The federal government may be partially closed, but the people who sign off on massive Pentagon contracts are still working.
Waltham military hardware maker Raytheon Co. said Friday that it inked a deal with the US military worth as much as $1.6 billion to build advanced radar systems for a new class of Navy destroyer.
The award is a victory for Raytheon over rivals Lockheed Martin Corp. and Northrop Grumman Corp., two of the other major makers of sophisticated radar systems that were vying for the contract. It’s also critical at a time of overall defense spending cuts that have taken a toll on military contractors.
“Raytheon has once again secured business in a new area at a time when rivals are seeing their revenues decline,” said Loren Thompson, a defense analyst with the Lexington Institute in Washington. “It’s nearly impossible to grow market share in a defense downturn, and Raytheon is managing to do it.”
In July, Raytheon won a highly competitive $270 million contract with the Navy to build electronic jamming systems for fighter jets, a deal that could eventually be worth billions of dollars, said Thompson.
The most recent agreement with the Navy is to develop, test, and deliver next-generation air and missile defense radars for the Navy’s Flight III Arleigh Burke destroyers. The radars will be designed to more accurately detect long-range missiles and other incoming threats, and are expected to be ordered in 2019.
Raytheon’s systems are being designed to outfit at least 22 naval ships, half of which are being built at General Dynamics Corp.’s Bath Iron Works in Bath, Maine.
Work on the radar systems will be conducted at Raytheon’s facilities in Andover and Sudbury.
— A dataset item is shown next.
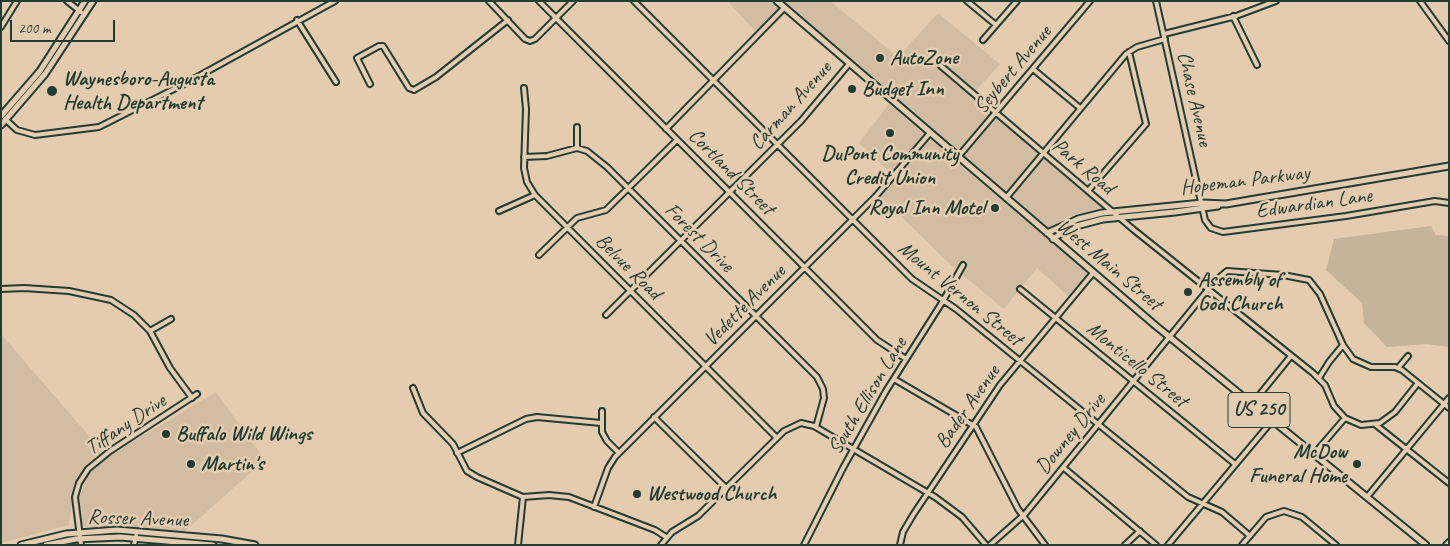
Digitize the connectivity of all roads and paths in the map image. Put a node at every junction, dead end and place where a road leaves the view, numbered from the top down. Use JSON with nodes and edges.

While the company would not say whether the contract will immediately result in new jobs, defense analyst Thompson expects Raytheon to hire hundreds of workers to complete the project. Raytheon has a global workforce of about 68,000 and is one of Massachusetts’ biggest employees.
The contract with the Navy was not a casualty of the government shutdown since the initial money for it was appropriated prior to the closure. The base contract value is $385 million, but it includes options that could increase the value to $1.6 billion.
The radar is one of the most expensive and advanced such systems the Navy has ever ordered, said Chris Johnson, spokesman for Naval Sea Systems Command.
And as for the government workers responsible for the final sign-off on the deal, he said, they aren’t on the list of furloughed workers.